Heading extra-wide will put you in the zone for the likes of red emperor and large scarlet sea perch this time of year. Focussing on waters 40-50 metres deep can be productive. Picture the exodus of a biomass of baitfish leaving Hervey Bay via its northern extremities bound for offshore and you might envision where apex reef predators would be well-positioned to intercept such migrations.
A mixed bag will be possible at places such as the Gutters. Snapper might feature for those fishing dawn, dusk or into the evening, otherwise it will be more of the usual grassies, tuskies, perch and hopefully some red-coloured taste sensations. Don’t be surprised by any late season cobia and be prepared to move away from the trevally schools if you aren’t excited by the prospect of tangling with them.

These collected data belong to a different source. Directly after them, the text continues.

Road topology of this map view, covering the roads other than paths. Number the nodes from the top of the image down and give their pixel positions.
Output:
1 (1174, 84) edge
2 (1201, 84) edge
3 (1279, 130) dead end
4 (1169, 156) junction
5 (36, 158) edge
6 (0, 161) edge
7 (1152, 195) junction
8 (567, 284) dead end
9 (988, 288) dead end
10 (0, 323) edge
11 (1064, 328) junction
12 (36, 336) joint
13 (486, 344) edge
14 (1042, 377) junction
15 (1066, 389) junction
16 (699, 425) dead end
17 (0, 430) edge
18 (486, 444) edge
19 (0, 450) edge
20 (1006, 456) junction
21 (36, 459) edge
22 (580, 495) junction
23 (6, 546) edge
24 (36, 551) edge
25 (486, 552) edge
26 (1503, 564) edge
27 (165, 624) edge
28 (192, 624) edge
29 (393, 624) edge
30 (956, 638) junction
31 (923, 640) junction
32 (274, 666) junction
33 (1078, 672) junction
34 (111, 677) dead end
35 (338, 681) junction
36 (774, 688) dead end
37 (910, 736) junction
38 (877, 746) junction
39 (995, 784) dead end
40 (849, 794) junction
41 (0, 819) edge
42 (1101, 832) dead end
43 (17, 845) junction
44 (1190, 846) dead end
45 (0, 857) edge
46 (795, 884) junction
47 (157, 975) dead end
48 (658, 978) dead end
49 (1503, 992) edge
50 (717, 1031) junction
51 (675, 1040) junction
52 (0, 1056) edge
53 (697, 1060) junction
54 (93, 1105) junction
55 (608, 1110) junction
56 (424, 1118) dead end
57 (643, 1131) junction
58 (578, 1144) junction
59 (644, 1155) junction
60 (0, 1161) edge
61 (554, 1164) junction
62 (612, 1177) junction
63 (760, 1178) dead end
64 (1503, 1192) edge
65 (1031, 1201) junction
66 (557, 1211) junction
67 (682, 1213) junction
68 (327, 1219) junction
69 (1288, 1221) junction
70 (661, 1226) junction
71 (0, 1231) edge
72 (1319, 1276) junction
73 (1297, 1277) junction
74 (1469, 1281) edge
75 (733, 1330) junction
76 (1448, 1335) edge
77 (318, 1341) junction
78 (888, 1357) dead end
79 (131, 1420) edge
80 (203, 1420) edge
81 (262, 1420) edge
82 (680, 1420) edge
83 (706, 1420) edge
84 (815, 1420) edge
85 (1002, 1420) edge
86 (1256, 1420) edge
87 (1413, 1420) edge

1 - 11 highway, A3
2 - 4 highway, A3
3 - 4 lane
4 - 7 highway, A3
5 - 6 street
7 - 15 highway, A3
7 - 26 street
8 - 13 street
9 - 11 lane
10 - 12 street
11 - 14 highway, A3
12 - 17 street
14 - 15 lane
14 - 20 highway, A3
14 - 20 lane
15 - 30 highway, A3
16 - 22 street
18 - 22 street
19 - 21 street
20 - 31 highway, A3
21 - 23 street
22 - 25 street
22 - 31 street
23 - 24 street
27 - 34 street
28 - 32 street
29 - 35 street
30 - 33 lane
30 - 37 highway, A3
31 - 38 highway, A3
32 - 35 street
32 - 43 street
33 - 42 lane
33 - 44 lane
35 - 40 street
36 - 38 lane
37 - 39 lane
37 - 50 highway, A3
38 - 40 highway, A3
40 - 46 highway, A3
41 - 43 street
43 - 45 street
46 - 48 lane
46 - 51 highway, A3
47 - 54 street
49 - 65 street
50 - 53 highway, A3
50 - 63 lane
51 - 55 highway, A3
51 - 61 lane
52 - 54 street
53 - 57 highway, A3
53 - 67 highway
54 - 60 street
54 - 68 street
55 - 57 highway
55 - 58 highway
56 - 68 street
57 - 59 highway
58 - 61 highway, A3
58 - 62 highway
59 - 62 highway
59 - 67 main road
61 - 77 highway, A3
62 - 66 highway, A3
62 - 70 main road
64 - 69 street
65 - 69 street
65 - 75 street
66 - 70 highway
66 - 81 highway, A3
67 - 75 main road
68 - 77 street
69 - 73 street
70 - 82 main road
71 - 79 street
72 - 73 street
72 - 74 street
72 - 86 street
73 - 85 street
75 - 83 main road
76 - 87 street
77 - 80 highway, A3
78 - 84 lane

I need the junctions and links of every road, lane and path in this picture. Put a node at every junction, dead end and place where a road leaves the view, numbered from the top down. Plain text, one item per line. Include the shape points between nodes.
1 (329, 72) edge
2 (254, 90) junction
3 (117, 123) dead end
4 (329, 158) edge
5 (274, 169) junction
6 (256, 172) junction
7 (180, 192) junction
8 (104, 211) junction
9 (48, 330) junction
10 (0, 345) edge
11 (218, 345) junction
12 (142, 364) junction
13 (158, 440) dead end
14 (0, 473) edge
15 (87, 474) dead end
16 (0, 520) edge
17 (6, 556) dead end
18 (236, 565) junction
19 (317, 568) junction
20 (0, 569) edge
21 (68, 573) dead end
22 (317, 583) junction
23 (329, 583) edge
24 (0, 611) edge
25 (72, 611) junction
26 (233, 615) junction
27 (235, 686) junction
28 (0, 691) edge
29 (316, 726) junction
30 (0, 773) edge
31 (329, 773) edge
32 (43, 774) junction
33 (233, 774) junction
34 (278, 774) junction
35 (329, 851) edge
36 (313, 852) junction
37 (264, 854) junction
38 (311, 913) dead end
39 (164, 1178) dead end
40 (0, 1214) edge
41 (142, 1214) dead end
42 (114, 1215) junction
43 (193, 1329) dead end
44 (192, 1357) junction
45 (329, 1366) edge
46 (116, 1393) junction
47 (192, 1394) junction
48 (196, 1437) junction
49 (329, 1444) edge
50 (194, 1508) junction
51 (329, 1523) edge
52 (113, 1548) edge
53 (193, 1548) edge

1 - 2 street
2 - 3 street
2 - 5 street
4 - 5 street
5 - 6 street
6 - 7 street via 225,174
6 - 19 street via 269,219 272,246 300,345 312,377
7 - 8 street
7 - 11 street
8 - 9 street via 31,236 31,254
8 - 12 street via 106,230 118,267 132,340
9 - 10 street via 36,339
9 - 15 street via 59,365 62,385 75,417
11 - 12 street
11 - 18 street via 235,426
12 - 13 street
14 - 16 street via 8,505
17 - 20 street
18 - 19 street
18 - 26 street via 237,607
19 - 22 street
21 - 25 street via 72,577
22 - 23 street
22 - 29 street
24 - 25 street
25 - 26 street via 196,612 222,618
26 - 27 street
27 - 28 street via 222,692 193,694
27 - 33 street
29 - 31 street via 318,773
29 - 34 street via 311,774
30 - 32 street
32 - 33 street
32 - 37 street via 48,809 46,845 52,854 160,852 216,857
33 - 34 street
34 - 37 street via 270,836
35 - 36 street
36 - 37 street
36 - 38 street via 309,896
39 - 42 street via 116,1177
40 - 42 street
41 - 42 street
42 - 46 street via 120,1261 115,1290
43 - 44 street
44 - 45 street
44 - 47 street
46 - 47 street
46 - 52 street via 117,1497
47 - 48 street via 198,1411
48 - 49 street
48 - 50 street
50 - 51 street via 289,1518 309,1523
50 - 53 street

Luke is a local with swags of experience on the briny. Rewards such as this big red don't come as easily as they used to, eh Luke.
Not all the big reefies made it to the boat intact. Luke's blue maori was a bit short on one end.
It was a family day out to remember for Luke & Shelley Hislop. Big reds, trout and other quality reef fish are even better when the joy is shared with the fam.
Back inshore, it will be coral trout that many seek, either trolling or working plastics over the shallows. Cod will be even more abundant and willing to eat just about any offering in the deeper water. A snapper is still a chance, but smaller versions are more likely this late in the year.
We suggested the grassy sweetlip were due to return with the recent making tides, and it seems they did. You can fish for them on a regular basis from now on, starting with the fringes of the shallow reefs initially, before they retreat to deeper waters when our water temperature rises further.
Catching sweeties is very simple. They will scoff a variety of baits fished close to the bottom. They are not fussy (like snapper) and they don’t spook easily either. Sweeties are a great fish to get the youngsters into catching, as they are quite forgiving, and will help them fine tune their reef fishing techniques. Expect them to be more active on larger tides, and chase them after dark or pre-dawn over the neaps if you get the chance.
Young Ollie Pearce is the son of skipper, Greg, from Double Island Point Fishing Charters. He's got his hands full with this beaut snapper he caught recently.
East Coast Barramundi Season is Closed
As of midnight, of the 31st October, the Qld East Coast Barramundi Season is closed. This three-month closure was instigated many years ago to protect breeding stocks of barramundi so they could spawn. Without this closure, one might imagine a Qld with stuff all barra at all. You only have to look at how quickly healthy populations can be devastated in-season to understand the need for the closure.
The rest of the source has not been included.